С этого дня Иггельд ежедневно ездил у Черныша на спине,
заставляя бегать все дальше и дольше. Все повторялось, хотя теперь дракончик
перепрыгивал даже широкие трещины с Иггельдом на своем загривке. Наконец
Иггельд приучил его носиться, как ветер, огромными прыжками, он сам на спине и
два мешка с камнями по бокам, но быстро взрослеющий Черныш перестает ощущать и
такую тяжесть, приходилось то заставлять бегать до изнеможения, то нагружать
еще и еще, а потом мчаться по прямой, обгоняя птиц.
Возвращались не раньше, чем Черныш начинал уставать, Иггельд
чувствовал, что недалеко до момента, когда дракон перестанет слушаться, и, едва
останавливались перед пещерой, хвалил, обнимал, чесал, гладил, чистил уши.
Вскоре у Черныша наросли такие мышцы, каких Иггельд не видел даже у самых
могучих взрослых драконов.

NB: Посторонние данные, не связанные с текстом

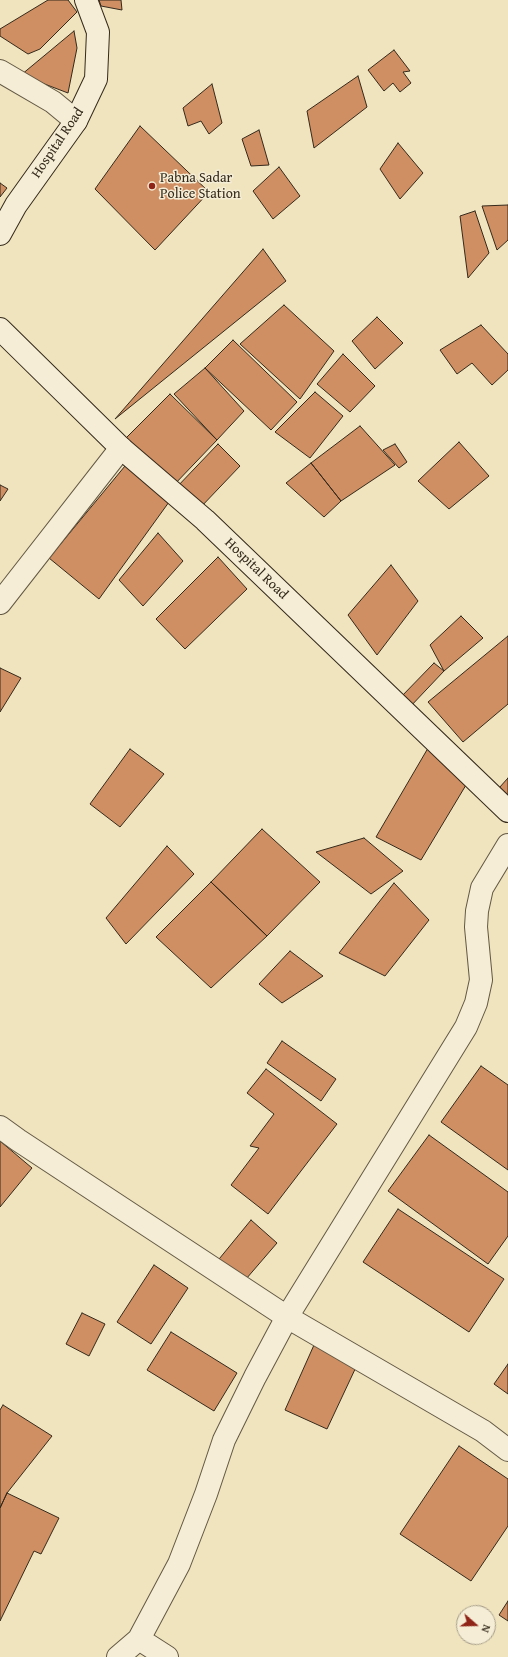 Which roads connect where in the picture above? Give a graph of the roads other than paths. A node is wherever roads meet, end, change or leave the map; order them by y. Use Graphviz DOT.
graph roads {
  1 [pos="86,0"];
  2 [pos="0,71"];
  3 [pos="76,121"];
  4 [pos="0,234"];
  5 [pos="0,329"];
  6 [pos="121,448"];
  7 [pos="0,603"];
  8 [pos="508,811"];
  9 [pos="508,845"];
  10 [pos="0,1126"];
  11 [pos="287,1317"];
  12 [pos="508,1450"];
  13 [pos="139,1639"];
  14 [pos="118,1657"];
  15 [pos="167,1657"];
  1 -- 3 [label="street, Hospital Road"];
  2 -- 3 [label="street"];
  3 -- 4 [label="street, Hospital Road"];
  5 -- 6 [label="street, Hospital Road"];
  6 -- 7 [label="street"];
  6 -- 8 [label="street, Hospital Road"];
  9 -- 11 [label="street"];
  10 -- 11 [label="street"];
  11 -- 12 [label="street"];
  11 -- 13 [label="street"];
  13 -- 14 [label="street"];
  13 -- 15 [label="street"];
}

Когда-то это позволит отрастить могучие крылья, а
пока он, как бескрылый кузнечик, скакал по камням с такой легкостью, которую
никогда бы не показали драконы из питомника.
Но уже не детеныш, а для подростка другие требования:
Иггельд часто лупил толстой палкой по спине и груди молодого дракона, а потом и
по животу, подавая это все как игру, и у Черныша там в ответ утолщалась кожа,
нарастали чешуйки. Теперь ему для прокорма требовалось много мяса, но, хорошо
это или плохо, после обильной кормежки Черныш почти полностью терял слух и
обоняние, старался забиться в нору и спать, спать, спать…
Крупного оленя теперь съедал целиком за раз, но зато,
правда, этого хватало на пару недель. Правда, через неделю готов сожрать
второго, но, если не дать, как будто и не чувствовал голода. Несмотря на то что
съедал всегда с костями, копытами и шерстью, приходилось долго ждать, когда
что-нибудь наконец-то выпадет из-под хвоста. Обычно это случалось на
седьмой-восьмой день после кормежки, Иггельд сперва тревожился так, что места
не находил, совсем забыл про такую важную мелочь из жизни этих больших ящериц с
крыльями.
* * *
В первый и даже второй год не было даже намека на крылья,
просто крупная такая, толстая ящерица, даже не ящерица, а жаба с нагло
выпученными глазами, на третий год наметились бугорки, начали приподниматься.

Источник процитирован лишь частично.